## Dataset records
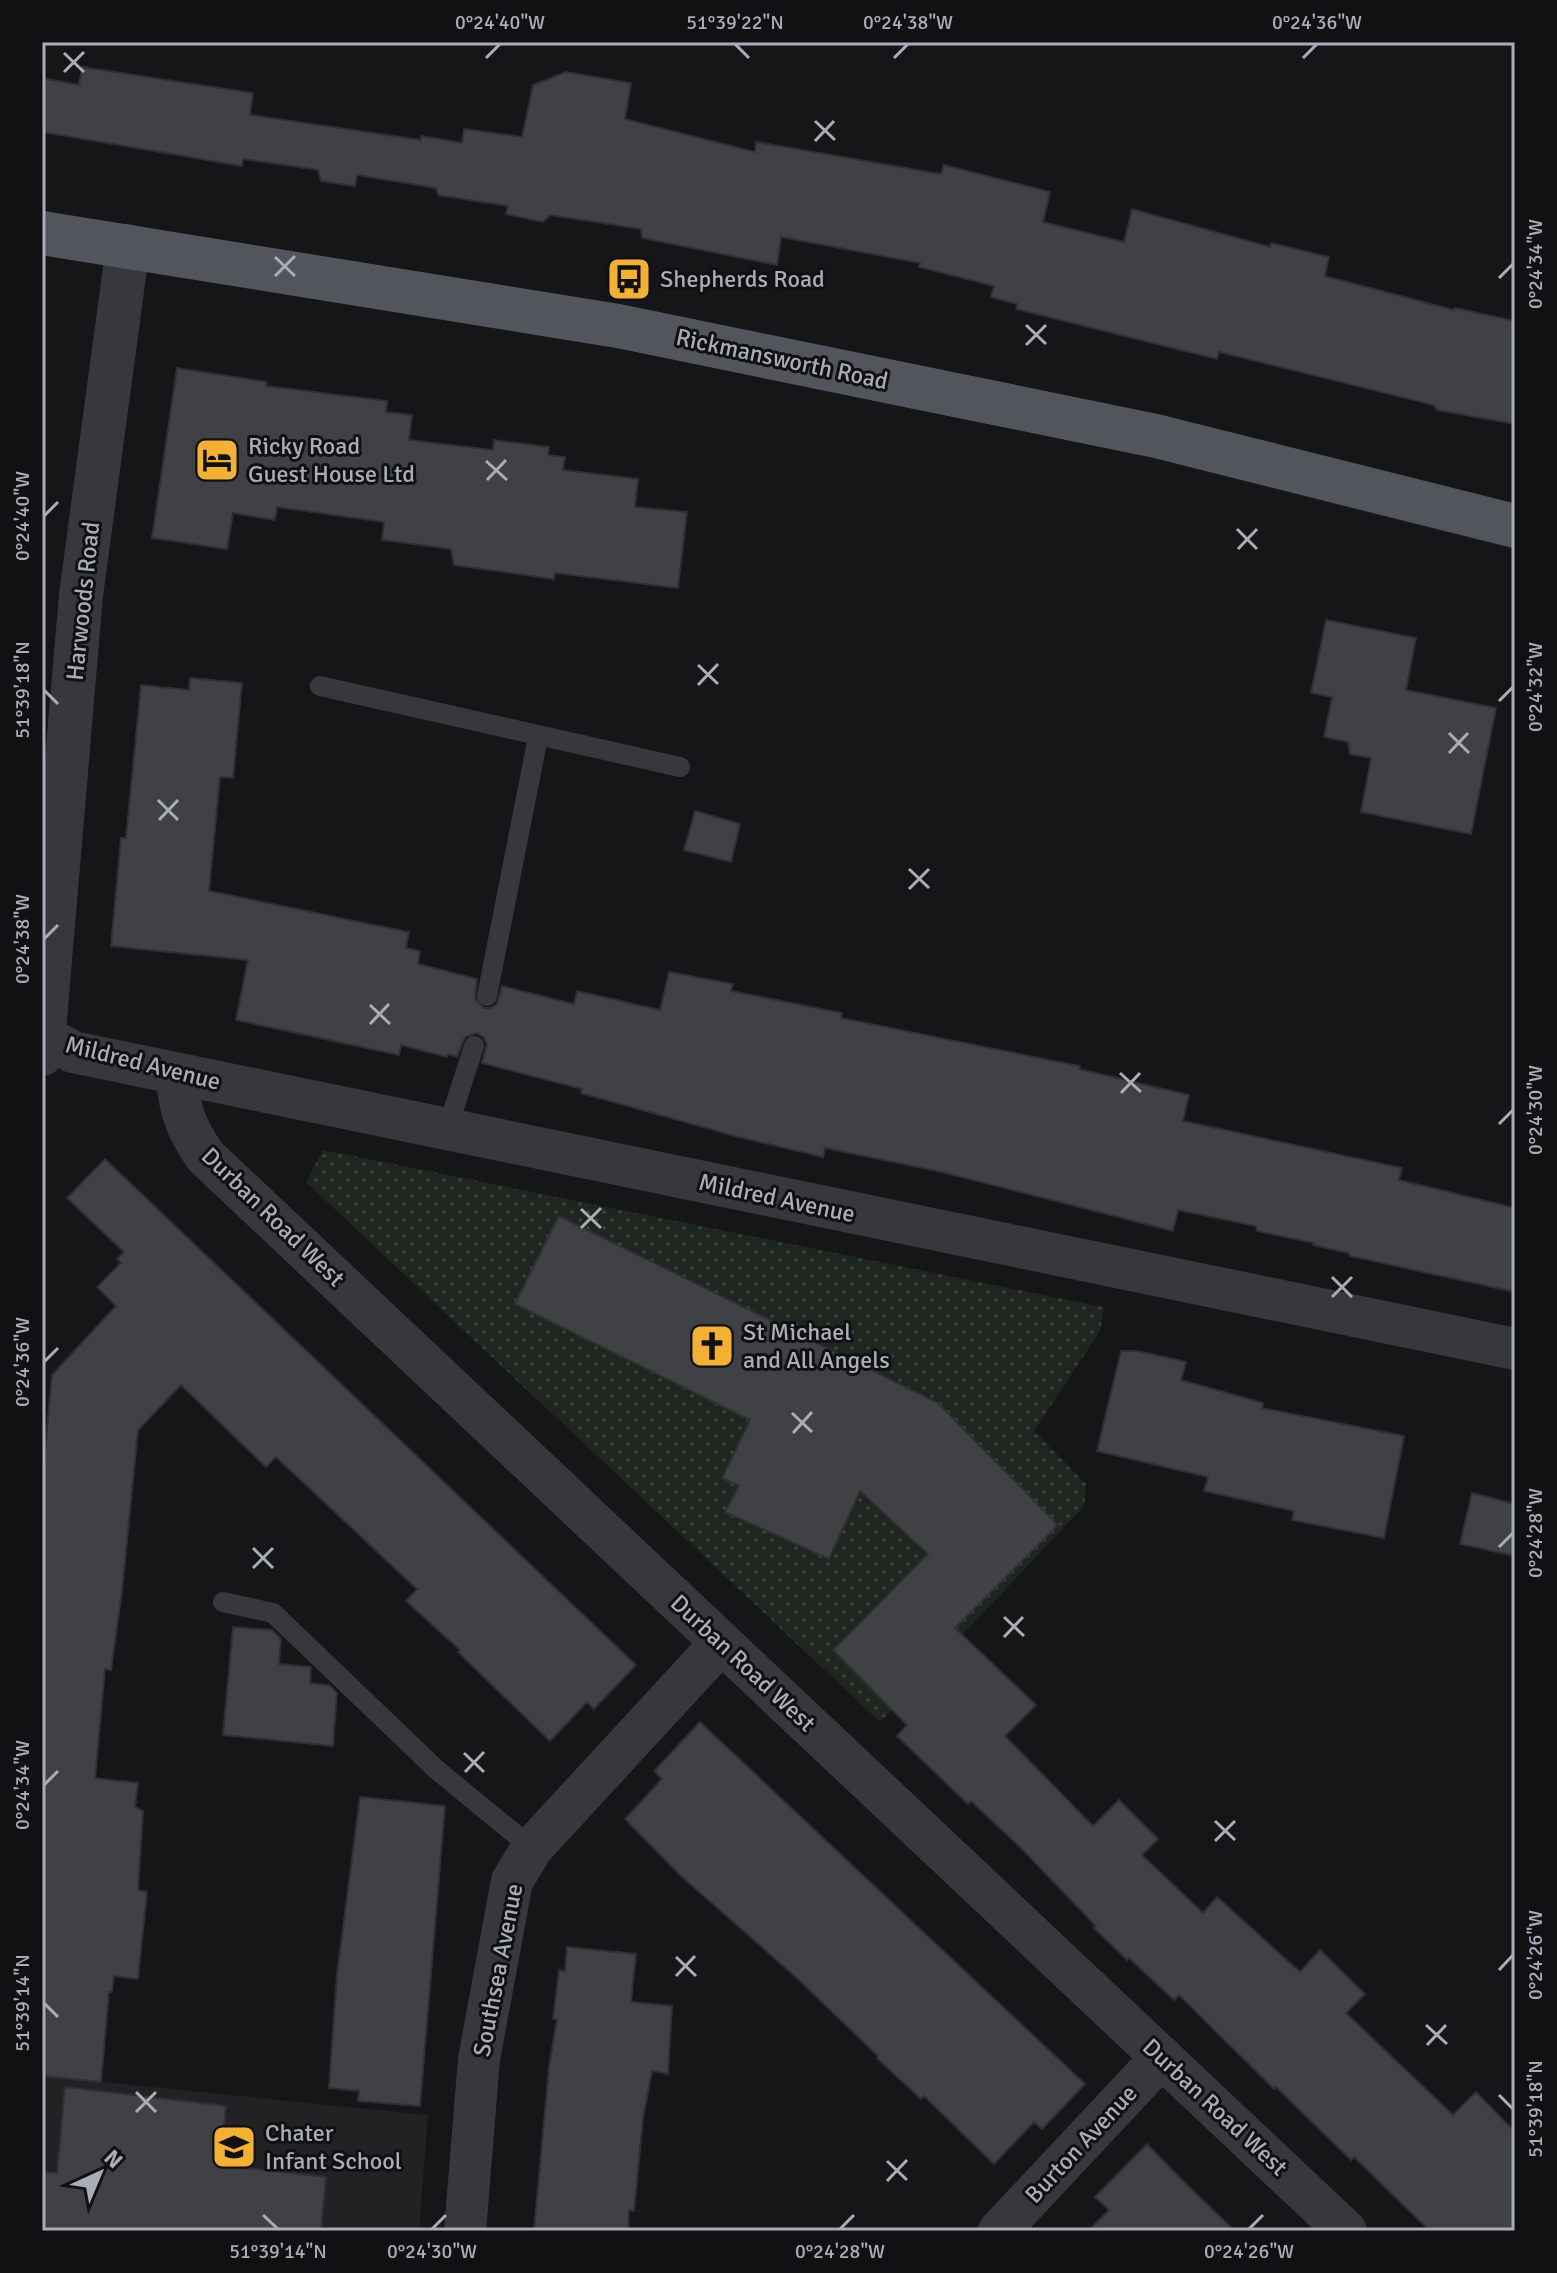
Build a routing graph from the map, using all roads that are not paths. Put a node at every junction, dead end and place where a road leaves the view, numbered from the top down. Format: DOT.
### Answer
graph roads {
  1 [pos="42,233"];
  2 [pos="128,246"];
  3 [pos="1515,526"];
  4 [pos="320,686"];
  5 [pos="538,737"];
  6 [pos="680,767"];
  7 [pos="487,996"];
  8 [pos="43,1042"];
  9 [pos="474,1046"];
  10 [pos="176,1073"];
  11 [pos="447,1130"];
  12 [pos="1515,1349"];
  13 [pos="223,1602"];
  14 [pos="721,1643"];
  15 [pos="532,1848"];
  16 [pos="1162,2057"];
  17 [pos="465,2231"];
  18 [pos="999,2231"];
  19 [pos="1346,2231"];
  1 -- 2 [label="main road, Rickmansworth Road"];
  2 -- 3 [label="main road, Rickmansworth Road"];
  2 -- 8 [label="street, Harwoods Road"];
  4 -- 5 [label="lane"];
  5 -- 6 [label="lane"];
  5 -- 7 [label="lane"];
  8 -- 10 [label="street, Mildred Avenue"];
  9 -- 11 [label="lane"];
  10 -- 11 [label="street, Mildred Avenue"];
  10 -- 14 [label="street, Durban Road West"];
  11 -- 12 [label="street, Mildred Avenue"];
  13 -- 15 [label="lane"];
  14 -- 15 [label="street, Southsea Avenue"];
  14 -- 16 [label="street, Durban Road West"];
  15 -- 17 [label="street, Southsea Avenue"];
  16 -- 18 [label="street, Burton Avenue"];
  16 -- 19 [label="street, Durban Road West"];
}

## Exercise prompt
The data above should be set down again exactly, with the pictures omitted.

## Response
Build a routing graph from the map, using all roads that are not paths. Put a node at every junction, dead end and place where a road leaves the view, numbered from the top down. Format: DOT.
### Answer
graph roads {
  1 [pos="42,233"];
  2 [pos="128,246"];
  3 [pos="1515,526"];
  4 [pos="320,686"];
  5 [pos="538,737"];
  6 [pos="680,767"];
  7 [pos="487,996"];
  8 [pos="43,1042"];
  9 [pos="474,1046"];
  10 [pos="176,1073"];
  11 [pos="447,1130"];
  12 [pos="1515,1349"];
  13 [pos="223,1602"];
  14 [pos="721,1643"];
  15 [pos="532,1848"];
  16 [pos="1162,2057"];
  17 [pos="465,2231"];
  18 [pos="999,2231"];
  19 [pos="1346,2231"];
  1 -- 2 [label="main road, Rickmansworth Road"];
  2 -- 3 [label="main road, Rickmansworth Road"];
  2 -- 8 [label="street, Harwoods Road"];
  4 -- 5 [label="lane"];
  5 -- 6 [label="lane"];
  5 -- 7 [label="lane"];
  8 -- 10 [label="street, Mildred Avenue"];
  9 -- 11 [label="lane"];
  10 -- 11 [label="street, Mildred Avenue"];
  10 -- 14 [label="street, Durban Road West"];
  11 -- 12 [label="street, Mildred Avenue"];
  13 -- 15 [label="lane"];
  14 -- 15 [label="street, Southsea Avenue"];
  14 -- 16 [label="street, Durban Road West"];
  15 -- 17 [label="street, Southsea Avenue"];
  16 -- 18 [label="street, Burton Avenue"];
  16 -- 19 [label="street, Durban Road West"];
}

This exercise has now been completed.